§ INPUT DATA

Segment Open

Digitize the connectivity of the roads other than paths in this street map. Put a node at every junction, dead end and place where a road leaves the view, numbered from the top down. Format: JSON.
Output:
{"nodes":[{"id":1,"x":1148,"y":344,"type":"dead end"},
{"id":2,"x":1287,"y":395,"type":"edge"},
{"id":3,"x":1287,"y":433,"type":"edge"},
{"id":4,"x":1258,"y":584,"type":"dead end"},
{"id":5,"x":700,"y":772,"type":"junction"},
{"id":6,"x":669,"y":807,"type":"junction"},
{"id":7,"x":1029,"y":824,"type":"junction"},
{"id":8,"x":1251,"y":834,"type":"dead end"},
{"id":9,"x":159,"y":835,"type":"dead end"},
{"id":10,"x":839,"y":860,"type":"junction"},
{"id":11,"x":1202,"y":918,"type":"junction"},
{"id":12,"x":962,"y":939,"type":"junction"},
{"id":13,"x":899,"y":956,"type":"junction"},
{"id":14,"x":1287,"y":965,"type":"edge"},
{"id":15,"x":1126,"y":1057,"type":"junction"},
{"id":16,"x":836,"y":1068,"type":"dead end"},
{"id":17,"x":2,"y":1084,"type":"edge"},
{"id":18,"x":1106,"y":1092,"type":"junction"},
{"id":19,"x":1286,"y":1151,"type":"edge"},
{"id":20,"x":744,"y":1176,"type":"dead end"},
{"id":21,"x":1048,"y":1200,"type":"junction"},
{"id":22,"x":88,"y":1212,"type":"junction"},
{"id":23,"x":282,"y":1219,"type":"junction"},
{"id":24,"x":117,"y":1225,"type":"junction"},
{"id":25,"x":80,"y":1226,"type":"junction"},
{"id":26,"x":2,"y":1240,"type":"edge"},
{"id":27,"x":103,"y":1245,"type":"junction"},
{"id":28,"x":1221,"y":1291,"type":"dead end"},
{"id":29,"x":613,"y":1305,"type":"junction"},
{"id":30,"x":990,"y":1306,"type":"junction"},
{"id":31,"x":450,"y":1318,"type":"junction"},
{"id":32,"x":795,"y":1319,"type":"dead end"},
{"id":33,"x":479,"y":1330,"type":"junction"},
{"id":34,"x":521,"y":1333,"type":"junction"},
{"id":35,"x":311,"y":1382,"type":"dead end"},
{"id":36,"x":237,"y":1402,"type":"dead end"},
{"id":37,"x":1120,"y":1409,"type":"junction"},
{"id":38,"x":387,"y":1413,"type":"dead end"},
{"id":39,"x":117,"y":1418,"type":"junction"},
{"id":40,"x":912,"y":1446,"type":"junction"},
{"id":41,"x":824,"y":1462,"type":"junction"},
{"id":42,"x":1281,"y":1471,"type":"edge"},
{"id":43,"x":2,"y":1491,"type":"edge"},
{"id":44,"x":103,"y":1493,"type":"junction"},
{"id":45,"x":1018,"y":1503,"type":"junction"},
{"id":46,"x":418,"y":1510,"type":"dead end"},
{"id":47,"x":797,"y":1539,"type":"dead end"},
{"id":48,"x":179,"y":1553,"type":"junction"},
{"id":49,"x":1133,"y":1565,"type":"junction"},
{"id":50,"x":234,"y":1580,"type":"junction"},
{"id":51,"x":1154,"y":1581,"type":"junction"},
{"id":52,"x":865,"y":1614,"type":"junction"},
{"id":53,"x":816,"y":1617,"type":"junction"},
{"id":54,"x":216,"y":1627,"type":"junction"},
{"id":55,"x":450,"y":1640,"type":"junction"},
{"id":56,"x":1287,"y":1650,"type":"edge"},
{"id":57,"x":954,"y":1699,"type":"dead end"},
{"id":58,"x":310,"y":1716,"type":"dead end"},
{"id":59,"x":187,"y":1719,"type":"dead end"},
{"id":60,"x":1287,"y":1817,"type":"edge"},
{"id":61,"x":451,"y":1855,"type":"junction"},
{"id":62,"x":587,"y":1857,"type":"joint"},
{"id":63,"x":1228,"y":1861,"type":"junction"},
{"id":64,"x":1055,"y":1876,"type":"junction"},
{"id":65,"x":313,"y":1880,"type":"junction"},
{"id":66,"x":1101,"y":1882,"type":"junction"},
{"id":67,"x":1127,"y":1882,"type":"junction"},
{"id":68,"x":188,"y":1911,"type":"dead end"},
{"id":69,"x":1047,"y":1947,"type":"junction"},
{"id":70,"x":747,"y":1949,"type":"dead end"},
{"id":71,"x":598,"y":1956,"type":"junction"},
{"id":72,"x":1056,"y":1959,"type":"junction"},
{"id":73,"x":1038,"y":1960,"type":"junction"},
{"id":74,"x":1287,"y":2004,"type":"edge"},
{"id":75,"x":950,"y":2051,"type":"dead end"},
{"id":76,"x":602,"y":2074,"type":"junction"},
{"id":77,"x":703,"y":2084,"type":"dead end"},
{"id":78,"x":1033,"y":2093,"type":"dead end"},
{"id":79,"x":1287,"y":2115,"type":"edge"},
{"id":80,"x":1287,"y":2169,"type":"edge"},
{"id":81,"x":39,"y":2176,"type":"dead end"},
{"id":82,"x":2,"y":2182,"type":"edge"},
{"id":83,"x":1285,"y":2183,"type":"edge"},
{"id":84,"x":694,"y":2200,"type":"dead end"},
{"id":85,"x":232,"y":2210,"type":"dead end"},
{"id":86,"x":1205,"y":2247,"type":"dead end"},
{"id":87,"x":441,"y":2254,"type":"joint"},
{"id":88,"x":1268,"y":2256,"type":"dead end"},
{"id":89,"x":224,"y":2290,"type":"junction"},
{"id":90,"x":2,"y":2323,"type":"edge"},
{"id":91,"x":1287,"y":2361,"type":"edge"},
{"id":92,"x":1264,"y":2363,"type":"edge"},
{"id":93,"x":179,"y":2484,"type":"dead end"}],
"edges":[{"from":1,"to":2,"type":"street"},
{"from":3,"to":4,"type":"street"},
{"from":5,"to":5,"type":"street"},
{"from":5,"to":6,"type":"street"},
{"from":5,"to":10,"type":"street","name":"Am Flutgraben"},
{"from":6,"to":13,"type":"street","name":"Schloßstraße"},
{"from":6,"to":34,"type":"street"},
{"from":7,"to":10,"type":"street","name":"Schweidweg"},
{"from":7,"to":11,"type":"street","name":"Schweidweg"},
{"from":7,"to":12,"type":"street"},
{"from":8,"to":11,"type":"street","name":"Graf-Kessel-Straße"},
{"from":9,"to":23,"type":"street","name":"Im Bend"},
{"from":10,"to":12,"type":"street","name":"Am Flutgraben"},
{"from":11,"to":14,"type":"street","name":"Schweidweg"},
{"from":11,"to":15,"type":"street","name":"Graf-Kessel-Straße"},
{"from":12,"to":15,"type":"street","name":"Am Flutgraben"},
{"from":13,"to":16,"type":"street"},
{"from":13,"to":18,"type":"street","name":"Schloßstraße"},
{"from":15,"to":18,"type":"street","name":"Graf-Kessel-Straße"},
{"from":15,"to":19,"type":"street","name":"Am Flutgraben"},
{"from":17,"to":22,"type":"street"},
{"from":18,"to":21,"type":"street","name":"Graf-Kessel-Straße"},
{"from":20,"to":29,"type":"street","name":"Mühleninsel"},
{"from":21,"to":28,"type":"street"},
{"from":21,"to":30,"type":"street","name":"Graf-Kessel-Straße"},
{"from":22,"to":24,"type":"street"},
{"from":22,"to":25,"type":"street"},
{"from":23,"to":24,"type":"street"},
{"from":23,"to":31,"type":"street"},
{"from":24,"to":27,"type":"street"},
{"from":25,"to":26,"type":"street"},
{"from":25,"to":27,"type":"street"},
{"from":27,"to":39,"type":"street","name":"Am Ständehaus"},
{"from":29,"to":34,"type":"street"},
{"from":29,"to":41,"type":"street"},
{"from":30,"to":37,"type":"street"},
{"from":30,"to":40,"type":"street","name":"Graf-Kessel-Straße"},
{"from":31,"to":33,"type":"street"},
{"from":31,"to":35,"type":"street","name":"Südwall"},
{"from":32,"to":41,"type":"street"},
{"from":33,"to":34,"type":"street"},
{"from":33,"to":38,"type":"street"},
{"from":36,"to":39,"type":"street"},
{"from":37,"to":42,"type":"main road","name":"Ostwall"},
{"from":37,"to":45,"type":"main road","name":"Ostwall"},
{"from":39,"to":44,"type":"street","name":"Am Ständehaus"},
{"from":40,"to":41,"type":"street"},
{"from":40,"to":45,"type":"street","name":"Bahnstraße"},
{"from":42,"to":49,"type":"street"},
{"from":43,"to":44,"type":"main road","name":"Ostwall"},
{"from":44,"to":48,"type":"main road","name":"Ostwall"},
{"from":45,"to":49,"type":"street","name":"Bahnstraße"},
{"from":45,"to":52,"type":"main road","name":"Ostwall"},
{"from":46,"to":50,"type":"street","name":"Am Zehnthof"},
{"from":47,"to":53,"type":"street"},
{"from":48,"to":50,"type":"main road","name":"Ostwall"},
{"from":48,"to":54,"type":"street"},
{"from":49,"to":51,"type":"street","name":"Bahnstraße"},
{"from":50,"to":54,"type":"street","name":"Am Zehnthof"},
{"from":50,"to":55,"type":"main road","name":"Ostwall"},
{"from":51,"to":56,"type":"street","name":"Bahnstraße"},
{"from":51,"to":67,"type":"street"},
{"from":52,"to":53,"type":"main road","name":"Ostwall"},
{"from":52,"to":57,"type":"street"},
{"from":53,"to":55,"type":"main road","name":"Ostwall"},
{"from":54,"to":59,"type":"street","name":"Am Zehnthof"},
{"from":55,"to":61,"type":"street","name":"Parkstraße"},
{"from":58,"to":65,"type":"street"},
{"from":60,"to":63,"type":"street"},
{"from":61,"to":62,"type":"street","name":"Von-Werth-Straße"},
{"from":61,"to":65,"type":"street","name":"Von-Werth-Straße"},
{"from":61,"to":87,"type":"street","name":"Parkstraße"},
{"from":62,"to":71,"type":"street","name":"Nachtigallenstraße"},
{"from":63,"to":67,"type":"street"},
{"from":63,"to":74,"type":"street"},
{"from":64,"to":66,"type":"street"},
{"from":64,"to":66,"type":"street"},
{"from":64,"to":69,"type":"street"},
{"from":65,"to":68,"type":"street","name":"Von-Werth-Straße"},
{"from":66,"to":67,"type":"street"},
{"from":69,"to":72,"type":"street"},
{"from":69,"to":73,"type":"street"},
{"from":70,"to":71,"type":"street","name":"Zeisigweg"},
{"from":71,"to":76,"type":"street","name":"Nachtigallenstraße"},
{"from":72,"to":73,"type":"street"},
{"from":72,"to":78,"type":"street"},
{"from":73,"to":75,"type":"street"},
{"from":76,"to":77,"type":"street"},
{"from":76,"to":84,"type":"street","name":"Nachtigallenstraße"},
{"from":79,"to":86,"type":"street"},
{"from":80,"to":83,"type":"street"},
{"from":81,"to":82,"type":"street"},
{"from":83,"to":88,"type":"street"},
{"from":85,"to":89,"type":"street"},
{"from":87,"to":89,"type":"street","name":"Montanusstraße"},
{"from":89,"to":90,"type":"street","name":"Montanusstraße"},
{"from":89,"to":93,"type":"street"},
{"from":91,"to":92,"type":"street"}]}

Segment Closed

§ WHAT THE TASK ASKS
The answer is each line in which the word "Zehnthof" occurs, copied from the material above.

§ SOLUTION FOR THIS PROBLEM
{"from":46,"to":50,"type":"street","name":"Am Zehnthof"},
{"from":50,"to":54,"type":"street","name":"Am Zehnthof"},
{"from":54,"to":59,"type":"street","name":"Am Zehnthof"},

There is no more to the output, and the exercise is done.